_Work to be completed_
The data below should be copied out exactly, with its pictures omitted.

_Data listing_

• • • • • • •

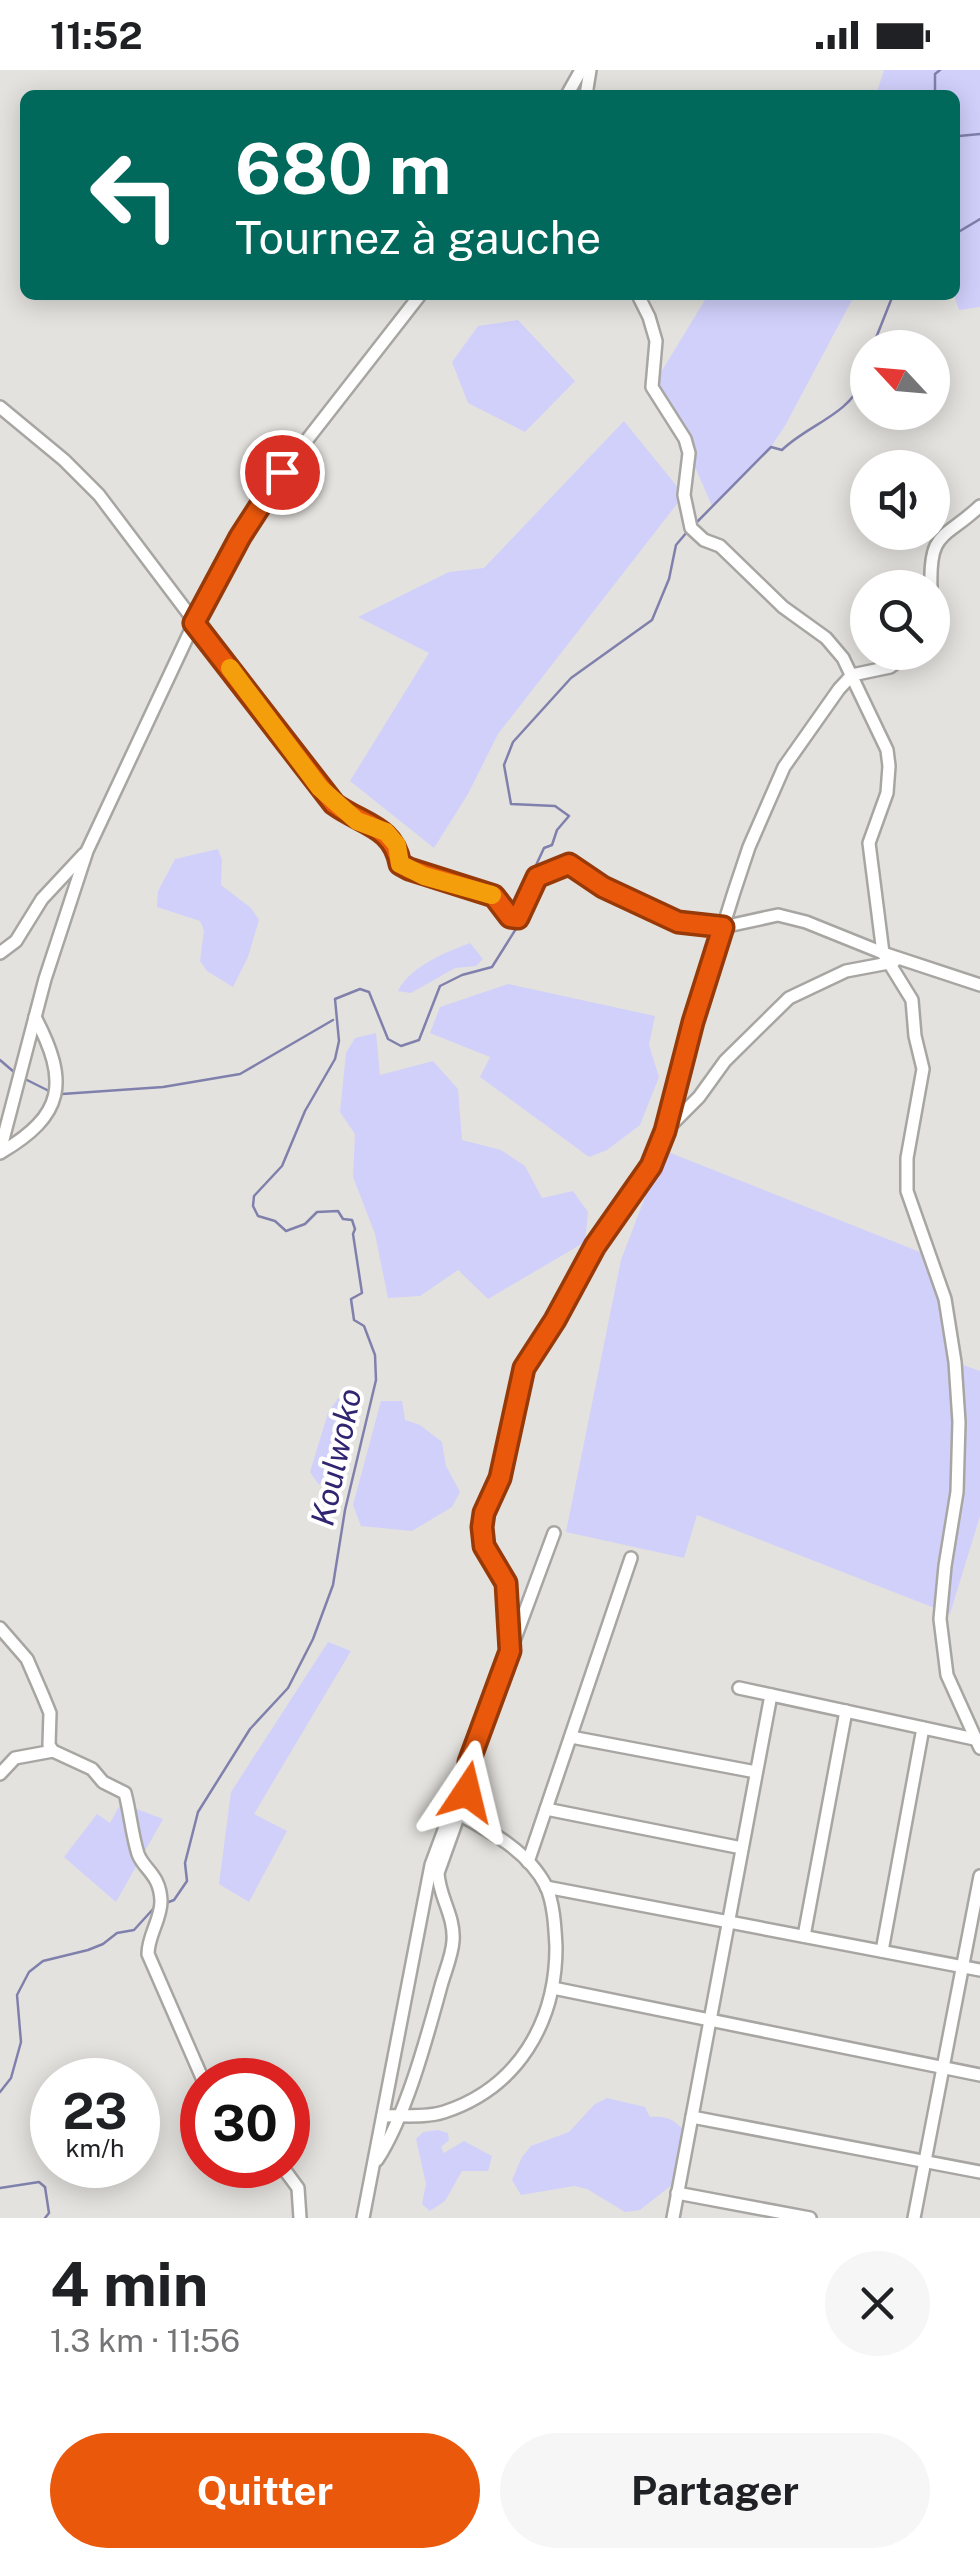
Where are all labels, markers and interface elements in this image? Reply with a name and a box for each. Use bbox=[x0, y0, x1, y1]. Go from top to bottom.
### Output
text: 11:52 bbox=[50, 13, 143, 58]
text: 680 m bbox=[235, 127, 451, 210]
icon: left bbox=[70, 130, 200, 260]
text: Tournez à gauche bbox=[235, 211, 601, 264]
north arrow bbox=[850, 330, 950, 430]
map controls bbox=[850, 330, 950, 670]
pin bbox=[240, 430, 325, 515]
icon: arrive bbox=[255, 445, 310, 500]
button: sound bbox=[850, 450, 950, 550]
button: search bbox=[850, 570, 950, 670]
water label: Koulwoko bbox=[303, 1385, 369, 1529]
position arrow bbox=[415, 1740, 519, 1844]
speed limit sign: 30 bbox=[180, 2058, 310, 2188]
text: 23 bbox=[62, 2081, 128, 2140]
text: km/h bbox=[66, 2133, 124, 2163]
text: 4 min bbox=[50, 2249, 208, 2320]
button: close bbox=[825, 2251, 930, 2356]
text: 1.3 km · 11:56 bbox=[50, 2322, 240, 2359]
button: Quitter bbox=[50, 2433, 480, 2548]
button: Partager bbox=[500, 2433, 930, 2548]

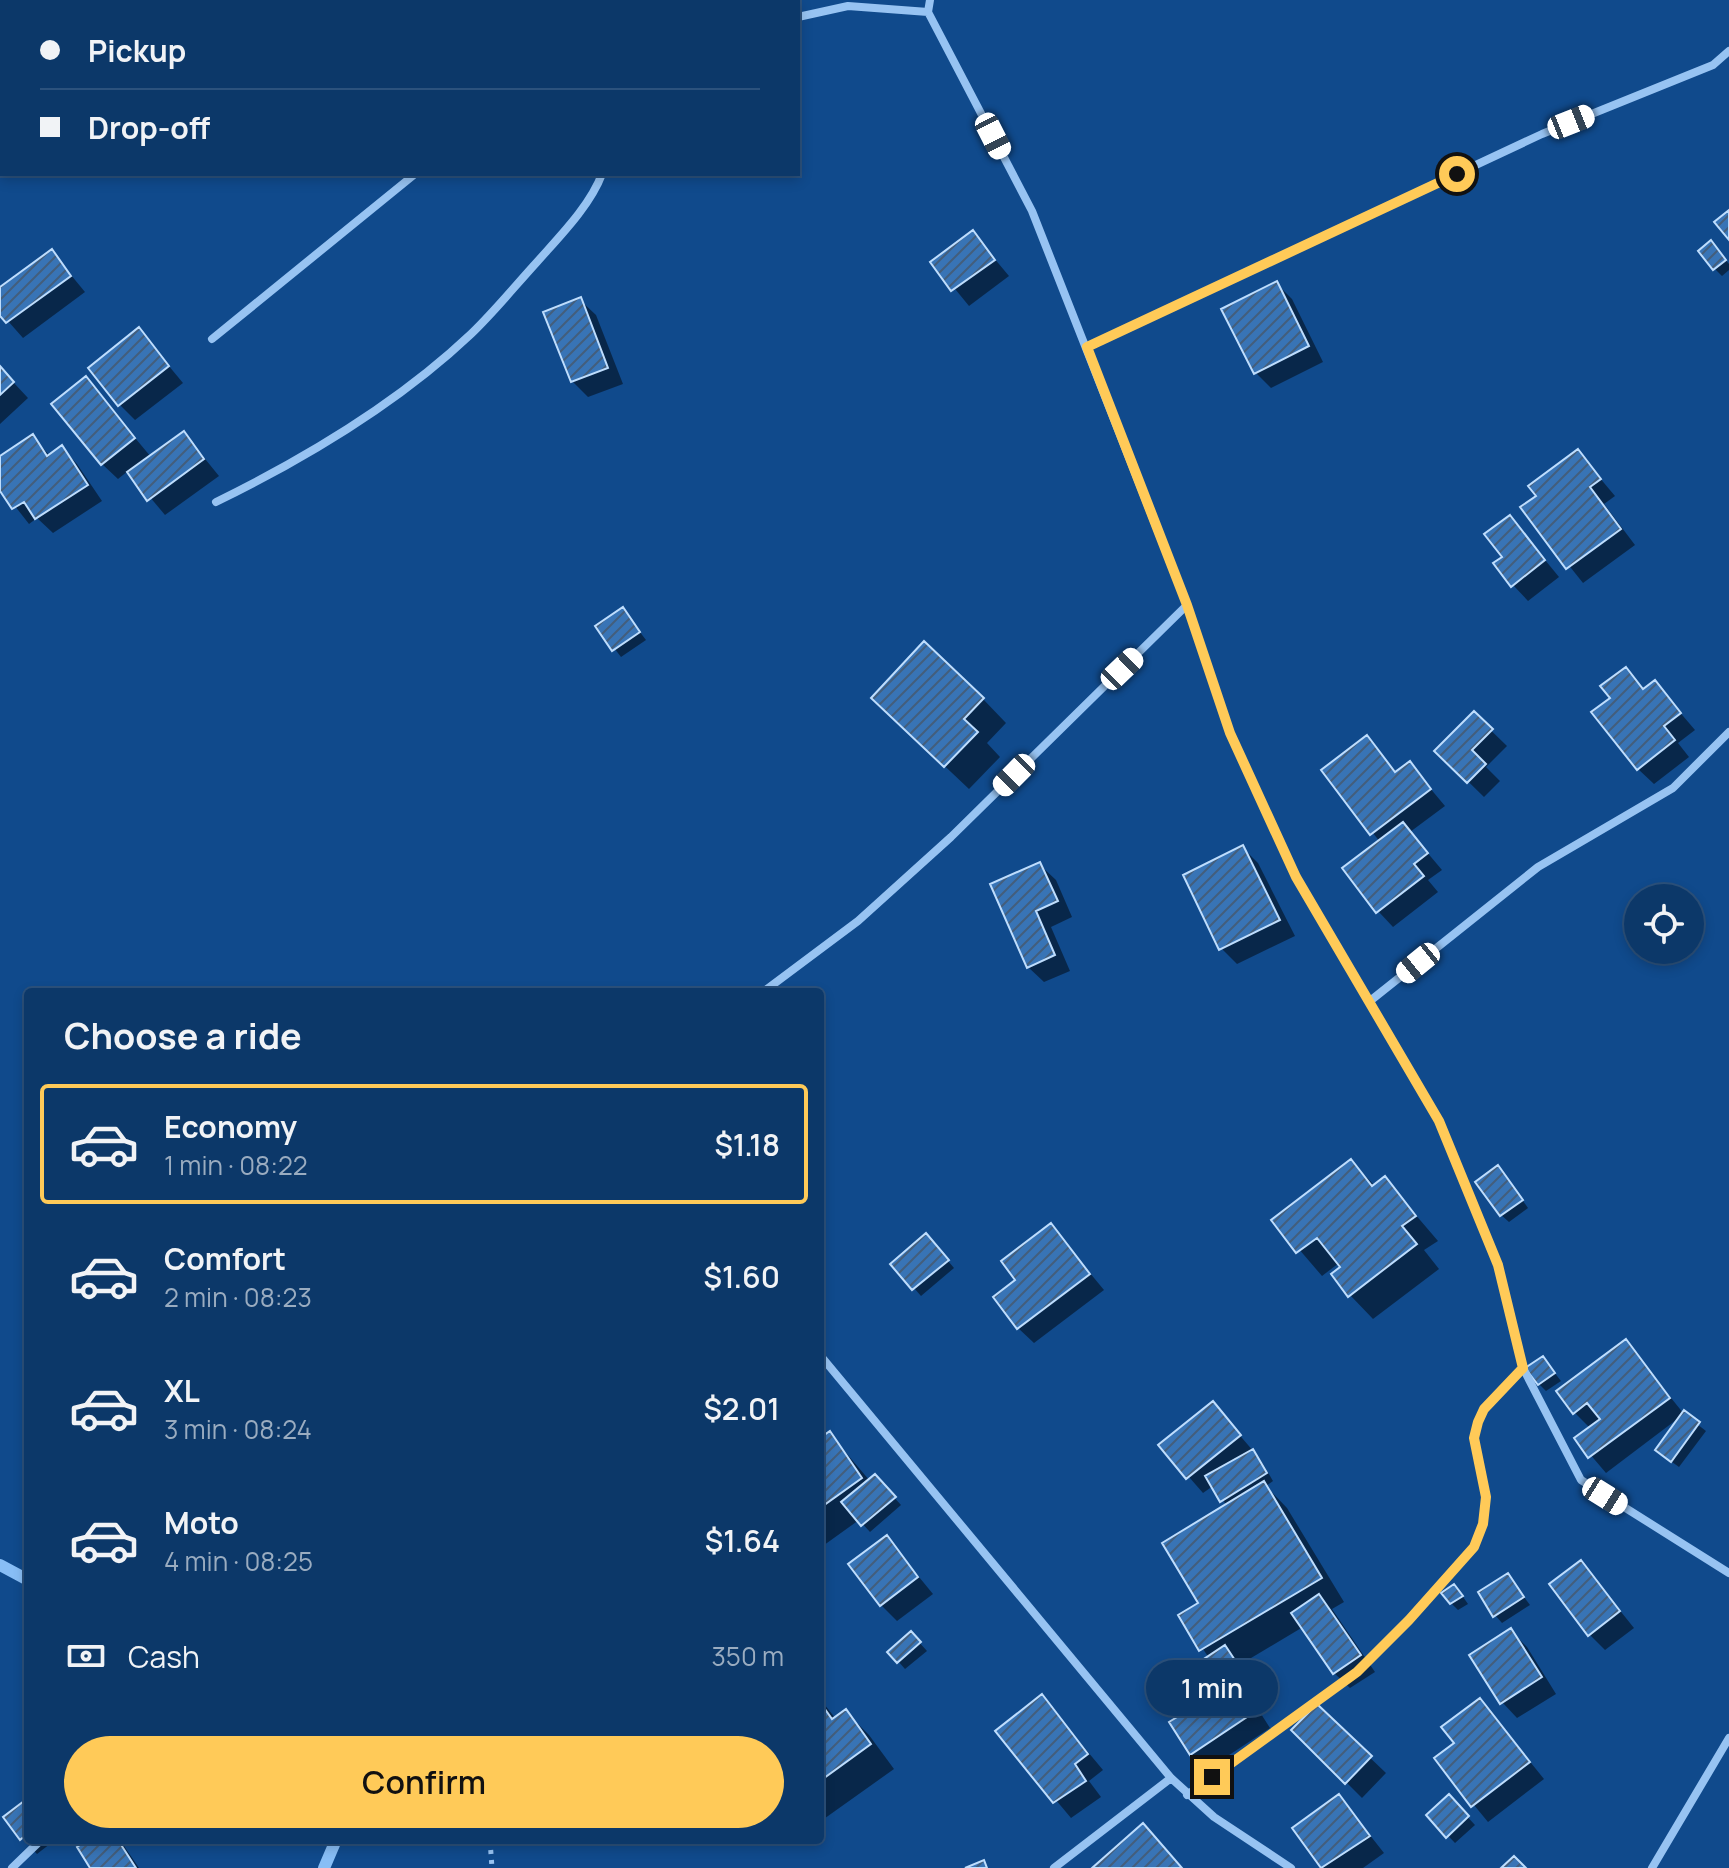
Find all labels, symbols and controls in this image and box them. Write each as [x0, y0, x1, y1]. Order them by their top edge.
text: Pickup [88, 30, 186, 71]
car [1544, 102, 1598, 142]
text: Drop-off [88, 107, 210, 148]
car [971, 109, 1015, 163]
route start [1439, 156, 1475, 192]
car [1096, 644, 1148, 694]
car [989, 750, 1039, 800]
map controls [1624, 884, 1704, 964]
button: locate [1624, 884, 1704, 964]
car [1392, 939, 1444, 987]
text: Choose a ride [64, 1011, 302, 1060]
text: Economy [164, 1106, 297, 1147]
icon: car [68, 1108, 140, 1180]
text: $1.18 [714, 1124, 780, 1165]
text: 1 min · 08:22 [164, 1147, 308, 1183]
text: Comfort [164, 1238, 286, 1279]
icon: car [68, 1240, 140, 1312]
text: $1.60 [704, 1256, 780, 1297]
text: 2 min · 08:23 [164, 1279, 312, 1315]
text: XL [164, 1370, 200, 1411]
icon: car [68, 1372, 140, 1444]
text: $2.01 [703, 1388, 780, 1429]
text: 3 min · 08:24 [164, 1411, 312, 1447]
car [1578, 1473, 1632, 1519]
text: Moto [164, 1502, 239, 1543]
icon: car [68, 1504, 140, 1576]
text: $1.64 [705, 1520, 780, 1561]
text: 4 min · 08:25 [164, 1543, 313, 1579]
icon: cash [64, 1634, 108, 1678]
text: Cash [128, 1636, 200, 1677]
text: 350 m [711, 1638, 784, 1674]
callout: 1 min [1146, 1661, 1278, 1717]
text: 1 min [1181, 1670, 1243, 1706]
button: Confirm [64, 1736, 784, 1828]
route end [1194, 1759, 1230, 1795]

• • • • • • •

_Exercise response_
Where are all labels, markers and interface elements in this image? Reply with a name and a box for each. Use bbox=[x0, y0, x1, y1]. Go from top to bottom.
### Output
text: 11:52 bbox=[50, 13, 143, 58]
text: 680 m bbox=[235, 127, 451, 210]
icon: left bbox=[70, 130, 200, 260]
text: Tournez à gauche bbox=[235, 211, 601, 264]
north arrow bbox=[850, 330, 950, 430]
map controls bbox=[850, 330, 950, 670]
pin bbox=[240, 430, 325, 515]
icon: arrive bbox=[255, 445, 310, 500]
button: sound bbox=[850, 450, 950, 550]
button: search bbox=[850, 570, 950, 670]
water label: Koulwoko bbox=[303, 1385, 369, 1529]
position arrow bbox=[415, 1740, 519, 1844]
speed limit sign: 30 bbox=[180, 2058, 310, 2188]
text: 23 bbox=[62, 2081, 128, 2140]
text: km/h bbox=[66, 2133, 124, 2163]
text: 4 min bbox=[50, 2249, 208, 2320]
button: close bbox=[825, 2251, 930, 2356]
text: 1.3 km · 11:56 bbox=[50, 2322, 240, 2359]
button: Quitter bbox=[50, 2433, 480, 2548]
button: Partager bbox=[500, 2433, 930, 2548]

Find all labels, symbols and controls in this image and box them. Write each as [x0, y0, x1, y1]. Order them by their top edge.
text: Pickup [88, 30, 186, 71]
car [1544, 102, 1598, 142]
text: Drop-off [88, 107, 210, 148]
car [971, 109, 1015, 163]
route start [1439, 156, 1475, 192]
car [1096, 644, 1148, 694]
car [989, 750, 1039, 800]
map controls [1624, 884, 1704, 964]
button: locate [1624, 884, 1704, 964]
car [1392, 939, 1444, 987]
text: Choose a ride [64, 1011, 302, 1060]
text: Economy [164, 1106, 297, 1147]
icon: car [68, 1108, 140, 1180]
text: $1.18 [714, 1124, 780, 1165]
text: 1 min · 08:22 [164, 1147, 308, 1183]
text: Comfort [164, 1238, 286, 1279]
icon: car [68, 1240, 140, 1312]
text: $1.60 [704, 1256, 780, 1297]
text: 2 min · 08:23 [164, 1279, 312, 1315]
text: XL [164, 1370, 200, 1411]
icon: car [68, 1372, 140, 1444]
text: $2.01 [703, 1388, 780, 1429]
text: 3 min · 08:24 [164, 1411, 312, 1447]
car [1578, 1473, 1632, 1519]
text: Moto [164, 1502, 239, 1543]
icon: car [68, 1504, 140, 1576]
text: $1.64 [705, 1520, 780, 1561]
text: 4 min · 08:25 [164, 1543, 313, 1579]
icon: cash [64, 1634, 108, 1678]
text: Cash [128, 1636, 200, 1677]
text: 350 m [711, 1638, 784, 1674]
callout: 1 min [1146, 1661, 1278, 1717]
text: 1 min [1181, 1670, 1243, 1706]
button: Confirm [64, 1736, 784, 1828]
route end [1194, 1759, 1230, 1795]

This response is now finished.